** What the task asks **
Please reproduce verbatim the lines below, from the first through the one with "points between nodes.".

[Data excerpts]
====

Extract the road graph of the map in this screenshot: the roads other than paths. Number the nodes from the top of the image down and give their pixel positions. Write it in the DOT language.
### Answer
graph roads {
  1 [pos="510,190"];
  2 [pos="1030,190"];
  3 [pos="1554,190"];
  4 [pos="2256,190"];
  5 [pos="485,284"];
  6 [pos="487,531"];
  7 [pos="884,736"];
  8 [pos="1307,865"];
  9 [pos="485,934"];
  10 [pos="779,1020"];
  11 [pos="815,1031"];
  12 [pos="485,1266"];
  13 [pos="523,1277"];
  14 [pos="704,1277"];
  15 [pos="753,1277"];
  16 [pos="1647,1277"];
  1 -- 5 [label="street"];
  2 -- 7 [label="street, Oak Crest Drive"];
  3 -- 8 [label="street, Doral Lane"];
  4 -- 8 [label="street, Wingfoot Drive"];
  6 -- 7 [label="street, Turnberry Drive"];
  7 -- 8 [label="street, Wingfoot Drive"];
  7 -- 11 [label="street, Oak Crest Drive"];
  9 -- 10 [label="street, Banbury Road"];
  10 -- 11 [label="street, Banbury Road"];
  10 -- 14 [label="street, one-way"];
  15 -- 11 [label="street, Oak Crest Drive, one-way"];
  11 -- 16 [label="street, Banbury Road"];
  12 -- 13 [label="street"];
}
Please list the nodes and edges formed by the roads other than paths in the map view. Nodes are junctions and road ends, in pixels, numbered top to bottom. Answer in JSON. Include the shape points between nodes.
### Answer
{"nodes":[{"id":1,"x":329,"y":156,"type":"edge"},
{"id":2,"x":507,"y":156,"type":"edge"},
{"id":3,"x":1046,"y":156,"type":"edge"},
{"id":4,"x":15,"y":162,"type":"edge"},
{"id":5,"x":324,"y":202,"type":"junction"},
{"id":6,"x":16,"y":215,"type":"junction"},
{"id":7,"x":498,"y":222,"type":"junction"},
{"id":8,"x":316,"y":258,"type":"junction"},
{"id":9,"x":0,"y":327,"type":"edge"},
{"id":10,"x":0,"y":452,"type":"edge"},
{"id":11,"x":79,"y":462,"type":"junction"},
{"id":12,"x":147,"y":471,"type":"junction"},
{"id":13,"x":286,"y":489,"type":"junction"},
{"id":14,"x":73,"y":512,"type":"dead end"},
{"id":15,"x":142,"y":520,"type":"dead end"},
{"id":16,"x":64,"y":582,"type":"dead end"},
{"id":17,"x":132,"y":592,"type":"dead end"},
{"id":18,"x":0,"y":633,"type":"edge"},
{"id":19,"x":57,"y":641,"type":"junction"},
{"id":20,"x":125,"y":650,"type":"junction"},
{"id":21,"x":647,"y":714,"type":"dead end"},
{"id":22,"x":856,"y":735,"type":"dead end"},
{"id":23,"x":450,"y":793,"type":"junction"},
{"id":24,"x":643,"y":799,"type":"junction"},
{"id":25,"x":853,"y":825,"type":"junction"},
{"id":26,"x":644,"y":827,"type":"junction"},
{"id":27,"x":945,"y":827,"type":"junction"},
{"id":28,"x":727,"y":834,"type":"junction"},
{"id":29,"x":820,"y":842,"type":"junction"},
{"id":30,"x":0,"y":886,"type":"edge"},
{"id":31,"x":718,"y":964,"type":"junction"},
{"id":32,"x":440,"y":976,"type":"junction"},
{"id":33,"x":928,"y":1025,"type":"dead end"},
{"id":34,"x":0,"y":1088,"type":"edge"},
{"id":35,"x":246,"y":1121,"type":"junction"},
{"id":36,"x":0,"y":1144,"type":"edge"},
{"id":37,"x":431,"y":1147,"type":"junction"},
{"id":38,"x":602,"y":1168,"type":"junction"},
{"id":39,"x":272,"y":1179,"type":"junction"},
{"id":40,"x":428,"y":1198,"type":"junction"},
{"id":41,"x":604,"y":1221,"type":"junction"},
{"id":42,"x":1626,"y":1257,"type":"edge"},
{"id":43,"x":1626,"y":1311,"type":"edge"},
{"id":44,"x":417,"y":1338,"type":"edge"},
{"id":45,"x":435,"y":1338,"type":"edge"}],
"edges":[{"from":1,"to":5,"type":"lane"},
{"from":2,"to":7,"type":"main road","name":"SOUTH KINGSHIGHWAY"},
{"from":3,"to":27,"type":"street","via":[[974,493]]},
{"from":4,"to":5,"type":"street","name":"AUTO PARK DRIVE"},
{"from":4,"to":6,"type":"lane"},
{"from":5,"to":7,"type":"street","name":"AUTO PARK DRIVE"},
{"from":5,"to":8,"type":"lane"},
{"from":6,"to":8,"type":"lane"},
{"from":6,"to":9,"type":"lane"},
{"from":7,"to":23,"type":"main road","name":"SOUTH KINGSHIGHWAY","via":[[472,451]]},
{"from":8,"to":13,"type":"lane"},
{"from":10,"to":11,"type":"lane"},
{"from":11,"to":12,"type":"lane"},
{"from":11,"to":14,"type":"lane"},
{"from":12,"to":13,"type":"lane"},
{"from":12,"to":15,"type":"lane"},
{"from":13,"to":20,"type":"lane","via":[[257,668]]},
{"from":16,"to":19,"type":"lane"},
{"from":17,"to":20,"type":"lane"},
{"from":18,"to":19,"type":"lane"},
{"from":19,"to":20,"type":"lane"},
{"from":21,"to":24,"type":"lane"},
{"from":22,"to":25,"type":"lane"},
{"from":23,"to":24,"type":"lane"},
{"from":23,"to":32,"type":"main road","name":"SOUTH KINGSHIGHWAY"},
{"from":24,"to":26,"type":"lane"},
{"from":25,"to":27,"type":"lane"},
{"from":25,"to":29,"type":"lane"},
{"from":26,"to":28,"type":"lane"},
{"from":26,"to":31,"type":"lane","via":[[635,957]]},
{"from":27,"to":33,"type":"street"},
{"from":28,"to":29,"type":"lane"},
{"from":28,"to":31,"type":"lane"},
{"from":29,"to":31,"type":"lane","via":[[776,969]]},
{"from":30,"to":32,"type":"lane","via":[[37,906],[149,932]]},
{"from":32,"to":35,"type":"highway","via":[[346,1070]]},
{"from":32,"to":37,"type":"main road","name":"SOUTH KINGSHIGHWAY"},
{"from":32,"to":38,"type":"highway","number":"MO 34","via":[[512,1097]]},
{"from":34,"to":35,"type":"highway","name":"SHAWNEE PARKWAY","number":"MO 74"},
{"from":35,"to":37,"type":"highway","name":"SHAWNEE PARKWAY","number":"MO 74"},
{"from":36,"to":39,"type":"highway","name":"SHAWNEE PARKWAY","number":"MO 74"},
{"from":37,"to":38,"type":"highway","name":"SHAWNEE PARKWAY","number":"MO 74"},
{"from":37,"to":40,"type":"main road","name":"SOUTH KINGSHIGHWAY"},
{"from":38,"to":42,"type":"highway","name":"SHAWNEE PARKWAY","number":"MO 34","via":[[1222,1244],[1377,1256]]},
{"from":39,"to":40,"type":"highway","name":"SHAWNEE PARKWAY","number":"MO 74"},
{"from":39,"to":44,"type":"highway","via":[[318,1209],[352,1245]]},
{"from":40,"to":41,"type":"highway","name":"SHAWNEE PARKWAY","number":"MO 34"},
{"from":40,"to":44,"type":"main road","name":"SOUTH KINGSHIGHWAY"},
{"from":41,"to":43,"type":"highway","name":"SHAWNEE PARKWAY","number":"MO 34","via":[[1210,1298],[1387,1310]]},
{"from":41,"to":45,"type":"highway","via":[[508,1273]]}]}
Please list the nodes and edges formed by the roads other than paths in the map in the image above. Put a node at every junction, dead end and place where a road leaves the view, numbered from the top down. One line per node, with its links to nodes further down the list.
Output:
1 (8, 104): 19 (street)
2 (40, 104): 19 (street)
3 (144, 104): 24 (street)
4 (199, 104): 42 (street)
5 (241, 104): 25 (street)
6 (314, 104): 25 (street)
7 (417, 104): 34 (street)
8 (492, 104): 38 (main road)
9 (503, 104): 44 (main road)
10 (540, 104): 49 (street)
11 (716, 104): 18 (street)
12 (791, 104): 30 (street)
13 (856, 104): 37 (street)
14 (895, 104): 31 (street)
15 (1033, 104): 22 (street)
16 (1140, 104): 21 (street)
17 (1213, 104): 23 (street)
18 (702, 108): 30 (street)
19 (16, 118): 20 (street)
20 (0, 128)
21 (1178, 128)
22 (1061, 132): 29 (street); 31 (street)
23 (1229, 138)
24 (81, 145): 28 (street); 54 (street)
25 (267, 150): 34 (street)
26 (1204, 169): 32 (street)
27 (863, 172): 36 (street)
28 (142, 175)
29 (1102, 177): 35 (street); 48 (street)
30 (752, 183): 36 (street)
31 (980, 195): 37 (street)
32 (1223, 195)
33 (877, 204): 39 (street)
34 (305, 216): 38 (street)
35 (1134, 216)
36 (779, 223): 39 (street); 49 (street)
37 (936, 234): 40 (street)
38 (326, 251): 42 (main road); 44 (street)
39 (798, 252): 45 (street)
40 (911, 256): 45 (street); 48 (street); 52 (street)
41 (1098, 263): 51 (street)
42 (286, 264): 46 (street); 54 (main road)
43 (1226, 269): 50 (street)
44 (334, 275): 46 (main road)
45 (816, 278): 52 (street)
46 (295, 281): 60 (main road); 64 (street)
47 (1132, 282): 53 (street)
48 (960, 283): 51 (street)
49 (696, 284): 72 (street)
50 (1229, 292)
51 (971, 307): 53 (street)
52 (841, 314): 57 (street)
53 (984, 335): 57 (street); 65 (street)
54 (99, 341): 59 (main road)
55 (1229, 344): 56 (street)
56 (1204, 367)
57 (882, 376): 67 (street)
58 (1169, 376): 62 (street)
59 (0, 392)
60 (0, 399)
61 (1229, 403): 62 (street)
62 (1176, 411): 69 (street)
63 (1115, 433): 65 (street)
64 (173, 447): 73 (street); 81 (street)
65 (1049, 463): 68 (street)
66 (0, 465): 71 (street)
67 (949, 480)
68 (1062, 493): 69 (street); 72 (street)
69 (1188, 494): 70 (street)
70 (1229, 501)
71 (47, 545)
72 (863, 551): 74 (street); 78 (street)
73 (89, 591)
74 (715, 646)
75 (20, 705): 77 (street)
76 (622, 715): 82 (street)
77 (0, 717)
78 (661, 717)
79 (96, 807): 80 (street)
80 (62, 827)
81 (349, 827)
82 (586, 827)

====

** Answer box **
Extract the road graph of the map in this screenshot: the roads other than paths. Number the nodes from the top of the image down and give their pixel positions. Write it in the DOT language.
### Answer
graph roads {
  1 [pos="510,190"];
  2 [pos="1030,190"];
  3 [pos="1554,190"];
  4 [pos="2256,190"];
  5 [pos="485,284"];
  6 [pos="487,531"];
  7 [pos="884,736"];
  8 [pos="1307,865"];
  9 [pos="485,934"];
  10 [pos="779,1020"];
  11 [pos="815,1031"];
  12 [pos="485,1266"];
  13 [pos="523,1277"];
  14 [pos="704,1277"];
  15 [pos="753,1277"];
  16 [pos="1647,1277"];
  1 -- 5 [label="street"];
  2 -- 7 [label="street, Oak Crest Drive"];
  3 -- 8 [label="street, Doral Lane"];
  4 -- 8 [label="street, Wingfoot Drive"];
  6 -- 7 [label="street, Turnberry Drive"];
  7 -- 8 [label="street, Wingfoot Drive"];
  7 -- 11 [label="street, Oak Crest Drive"];
  9 -- 10 [label="street, Banbury Road"];
  10 -- 11 [label="street, Banbury Road"];
  10 -- 14 [label="street, one-way"];
  15 -- 11 [label="street, Oak Crest Drive, one-way"];
  11 -- 16 [label="street, Banbury Road"];
  12 -- 13 [label="street"];
}
Please list the nodes and edges formed by the roads other than paths in the map view. Nodes are junctions and road ends, in pixels, numbered top to bottom. Answer in JSON. Include the shape points between nodes.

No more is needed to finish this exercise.